• PROBLEM TO WORK ON
Scan the records below for the string "Leopoldo" and return every line where it appears.

Stored data:
::::

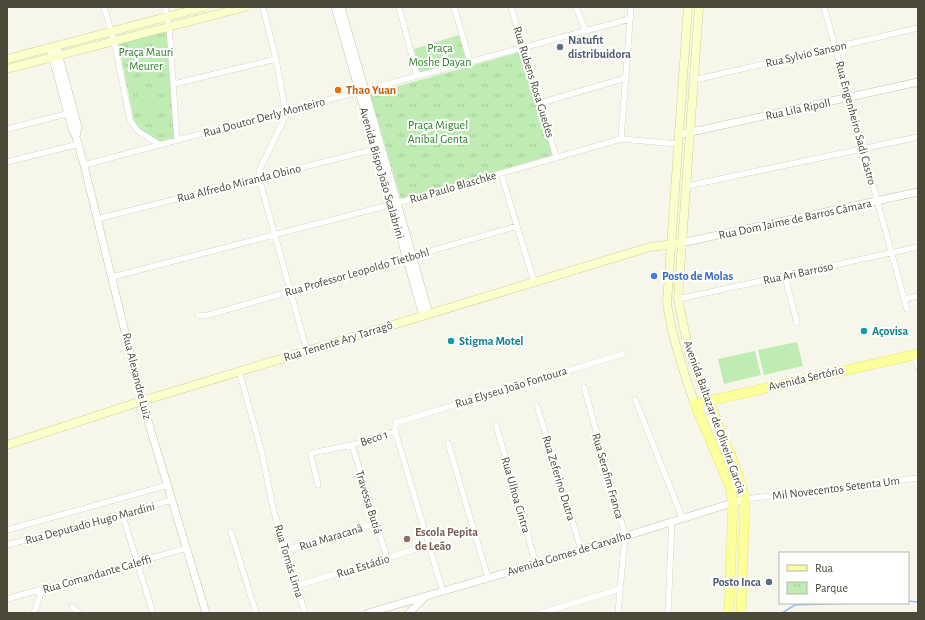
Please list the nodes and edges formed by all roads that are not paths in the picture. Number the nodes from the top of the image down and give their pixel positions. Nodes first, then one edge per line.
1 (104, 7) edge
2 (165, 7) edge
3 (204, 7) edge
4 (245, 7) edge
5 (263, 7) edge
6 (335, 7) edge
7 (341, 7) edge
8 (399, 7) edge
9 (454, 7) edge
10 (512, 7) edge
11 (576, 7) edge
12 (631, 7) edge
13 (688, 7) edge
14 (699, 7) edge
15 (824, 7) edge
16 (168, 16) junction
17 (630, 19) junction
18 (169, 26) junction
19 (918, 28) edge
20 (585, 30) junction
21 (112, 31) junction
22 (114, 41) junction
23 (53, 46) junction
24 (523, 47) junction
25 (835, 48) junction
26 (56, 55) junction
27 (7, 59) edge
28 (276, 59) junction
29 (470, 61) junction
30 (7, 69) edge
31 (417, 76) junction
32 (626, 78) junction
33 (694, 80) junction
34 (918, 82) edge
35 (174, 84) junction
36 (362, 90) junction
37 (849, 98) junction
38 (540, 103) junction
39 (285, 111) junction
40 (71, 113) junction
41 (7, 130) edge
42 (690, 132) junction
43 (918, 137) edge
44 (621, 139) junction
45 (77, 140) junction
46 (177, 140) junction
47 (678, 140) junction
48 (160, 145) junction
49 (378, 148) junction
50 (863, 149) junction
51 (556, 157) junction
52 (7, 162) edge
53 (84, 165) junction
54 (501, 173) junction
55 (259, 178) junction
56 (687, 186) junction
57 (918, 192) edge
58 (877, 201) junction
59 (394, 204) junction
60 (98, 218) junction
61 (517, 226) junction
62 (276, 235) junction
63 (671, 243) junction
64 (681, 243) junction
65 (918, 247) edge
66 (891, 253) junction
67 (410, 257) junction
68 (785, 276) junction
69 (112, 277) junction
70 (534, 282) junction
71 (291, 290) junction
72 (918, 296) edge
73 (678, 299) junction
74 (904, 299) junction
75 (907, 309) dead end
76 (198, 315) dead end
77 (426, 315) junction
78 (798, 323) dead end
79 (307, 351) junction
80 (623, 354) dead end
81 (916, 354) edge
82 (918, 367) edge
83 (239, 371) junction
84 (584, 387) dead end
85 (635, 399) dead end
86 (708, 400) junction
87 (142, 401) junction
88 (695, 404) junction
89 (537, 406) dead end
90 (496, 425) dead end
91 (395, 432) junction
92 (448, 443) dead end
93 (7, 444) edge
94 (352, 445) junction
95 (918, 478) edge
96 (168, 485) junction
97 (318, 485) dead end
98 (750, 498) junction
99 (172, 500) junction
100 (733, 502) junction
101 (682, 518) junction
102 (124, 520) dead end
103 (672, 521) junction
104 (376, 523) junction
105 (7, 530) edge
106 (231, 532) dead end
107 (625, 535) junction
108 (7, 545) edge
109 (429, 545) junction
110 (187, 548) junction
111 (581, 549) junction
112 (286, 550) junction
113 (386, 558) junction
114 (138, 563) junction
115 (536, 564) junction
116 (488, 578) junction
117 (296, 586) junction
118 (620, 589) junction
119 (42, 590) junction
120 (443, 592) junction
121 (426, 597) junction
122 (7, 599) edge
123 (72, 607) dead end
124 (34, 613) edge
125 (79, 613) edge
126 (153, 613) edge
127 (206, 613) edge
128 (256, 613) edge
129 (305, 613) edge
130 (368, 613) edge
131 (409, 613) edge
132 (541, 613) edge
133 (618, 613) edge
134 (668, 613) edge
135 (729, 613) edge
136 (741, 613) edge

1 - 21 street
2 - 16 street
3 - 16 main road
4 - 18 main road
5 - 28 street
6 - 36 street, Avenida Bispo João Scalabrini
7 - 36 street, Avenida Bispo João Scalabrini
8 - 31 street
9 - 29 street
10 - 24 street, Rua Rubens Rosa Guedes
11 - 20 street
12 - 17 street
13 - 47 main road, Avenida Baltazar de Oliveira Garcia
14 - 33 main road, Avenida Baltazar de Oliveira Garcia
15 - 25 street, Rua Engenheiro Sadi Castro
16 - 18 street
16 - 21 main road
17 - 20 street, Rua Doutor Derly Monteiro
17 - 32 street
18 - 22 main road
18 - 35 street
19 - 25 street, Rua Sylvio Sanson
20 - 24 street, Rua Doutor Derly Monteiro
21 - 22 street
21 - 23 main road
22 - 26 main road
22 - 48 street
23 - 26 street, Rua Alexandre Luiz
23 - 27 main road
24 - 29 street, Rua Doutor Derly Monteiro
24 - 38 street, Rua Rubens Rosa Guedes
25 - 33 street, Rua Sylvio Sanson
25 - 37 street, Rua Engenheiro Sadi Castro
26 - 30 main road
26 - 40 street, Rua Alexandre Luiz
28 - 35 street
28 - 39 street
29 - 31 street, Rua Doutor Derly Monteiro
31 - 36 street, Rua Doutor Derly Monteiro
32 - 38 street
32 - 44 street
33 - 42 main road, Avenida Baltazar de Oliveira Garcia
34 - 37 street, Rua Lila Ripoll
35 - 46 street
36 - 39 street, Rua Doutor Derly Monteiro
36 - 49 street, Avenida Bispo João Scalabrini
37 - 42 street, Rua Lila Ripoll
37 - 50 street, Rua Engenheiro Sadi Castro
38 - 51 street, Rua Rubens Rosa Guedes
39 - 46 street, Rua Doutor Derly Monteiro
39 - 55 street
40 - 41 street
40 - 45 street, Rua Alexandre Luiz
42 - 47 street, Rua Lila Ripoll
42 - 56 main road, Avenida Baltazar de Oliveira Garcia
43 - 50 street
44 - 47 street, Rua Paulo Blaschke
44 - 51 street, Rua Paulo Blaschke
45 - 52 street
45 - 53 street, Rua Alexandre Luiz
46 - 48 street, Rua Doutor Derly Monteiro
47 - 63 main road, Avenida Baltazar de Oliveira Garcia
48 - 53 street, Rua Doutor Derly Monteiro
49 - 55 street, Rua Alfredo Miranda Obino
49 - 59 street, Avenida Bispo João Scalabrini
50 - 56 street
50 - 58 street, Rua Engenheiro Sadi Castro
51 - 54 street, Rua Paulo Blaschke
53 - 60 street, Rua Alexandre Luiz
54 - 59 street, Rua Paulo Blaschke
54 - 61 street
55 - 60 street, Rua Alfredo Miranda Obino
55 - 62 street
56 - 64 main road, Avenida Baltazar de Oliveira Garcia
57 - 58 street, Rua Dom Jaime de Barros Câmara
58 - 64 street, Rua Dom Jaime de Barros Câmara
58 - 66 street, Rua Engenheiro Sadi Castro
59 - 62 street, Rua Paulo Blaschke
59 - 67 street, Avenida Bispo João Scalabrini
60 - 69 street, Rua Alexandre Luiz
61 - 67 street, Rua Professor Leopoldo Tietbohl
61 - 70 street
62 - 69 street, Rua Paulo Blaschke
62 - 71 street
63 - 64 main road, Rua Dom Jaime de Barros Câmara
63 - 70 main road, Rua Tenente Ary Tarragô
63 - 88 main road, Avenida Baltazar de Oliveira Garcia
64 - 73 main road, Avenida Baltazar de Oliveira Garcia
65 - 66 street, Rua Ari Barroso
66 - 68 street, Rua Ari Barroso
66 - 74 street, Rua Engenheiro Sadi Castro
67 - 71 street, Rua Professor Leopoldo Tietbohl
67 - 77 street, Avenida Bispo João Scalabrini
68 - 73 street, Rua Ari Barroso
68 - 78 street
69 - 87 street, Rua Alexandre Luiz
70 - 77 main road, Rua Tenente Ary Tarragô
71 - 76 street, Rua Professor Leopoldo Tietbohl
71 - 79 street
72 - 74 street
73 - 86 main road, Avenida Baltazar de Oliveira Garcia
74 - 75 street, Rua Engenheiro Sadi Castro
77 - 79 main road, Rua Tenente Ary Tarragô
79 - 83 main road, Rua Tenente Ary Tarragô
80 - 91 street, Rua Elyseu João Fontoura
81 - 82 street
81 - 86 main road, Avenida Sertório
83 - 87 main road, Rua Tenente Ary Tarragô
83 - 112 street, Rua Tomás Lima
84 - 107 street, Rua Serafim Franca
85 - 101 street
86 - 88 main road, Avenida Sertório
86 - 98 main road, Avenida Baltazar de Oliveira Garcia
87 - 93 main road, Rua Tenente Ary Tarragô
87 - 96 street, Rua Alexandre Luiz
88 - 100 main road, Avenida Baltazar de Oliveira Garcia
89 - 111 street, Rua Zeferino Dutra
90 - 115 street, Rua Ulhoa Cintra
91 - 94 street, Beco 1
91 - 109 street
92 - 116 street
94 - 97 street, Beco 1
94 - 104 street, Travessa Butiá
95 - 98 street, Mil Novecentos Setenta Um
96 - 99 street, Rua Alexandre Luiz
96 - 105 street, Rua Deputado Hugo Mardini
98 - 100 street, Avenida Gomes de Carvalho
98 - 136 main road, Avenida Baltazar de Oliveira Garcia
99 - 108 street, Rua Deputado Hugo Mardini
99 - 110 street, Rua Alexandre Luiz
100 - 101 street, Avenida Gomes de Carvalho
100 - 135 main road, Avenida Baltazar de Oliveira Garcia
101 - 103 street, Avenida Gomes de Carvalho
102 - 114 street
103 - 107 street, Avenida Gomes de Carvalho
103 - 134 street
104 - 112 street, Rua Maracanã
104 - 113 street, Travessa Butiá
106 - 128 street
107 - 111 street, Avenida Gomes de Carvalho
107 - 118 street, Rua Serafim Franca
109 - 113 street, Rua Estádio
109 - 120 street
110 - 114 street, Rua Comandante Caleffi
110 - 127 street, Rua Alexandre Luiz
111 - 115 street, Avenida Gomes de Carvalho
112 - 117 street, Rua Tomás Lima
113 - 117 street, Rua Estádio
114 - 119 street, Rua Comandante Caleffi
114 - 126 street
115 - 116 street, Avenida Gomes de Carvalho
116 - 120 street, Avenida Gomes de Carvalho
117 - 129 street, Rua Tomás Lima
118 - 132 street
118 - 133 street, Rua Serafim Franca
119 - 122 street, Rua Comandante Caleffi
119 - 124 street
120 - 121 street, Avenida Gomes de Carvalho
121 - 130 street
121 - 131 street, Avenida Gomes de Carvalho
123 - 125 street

::::

• WRITTEN REPLY
61 - 67 street, Rua Professor Leopoldo Tietbohl
67 - 71 street, Rua Professor Leopoldo Tietbohl
71 - 76 street, Rua Professor Leopoldo Tietbohl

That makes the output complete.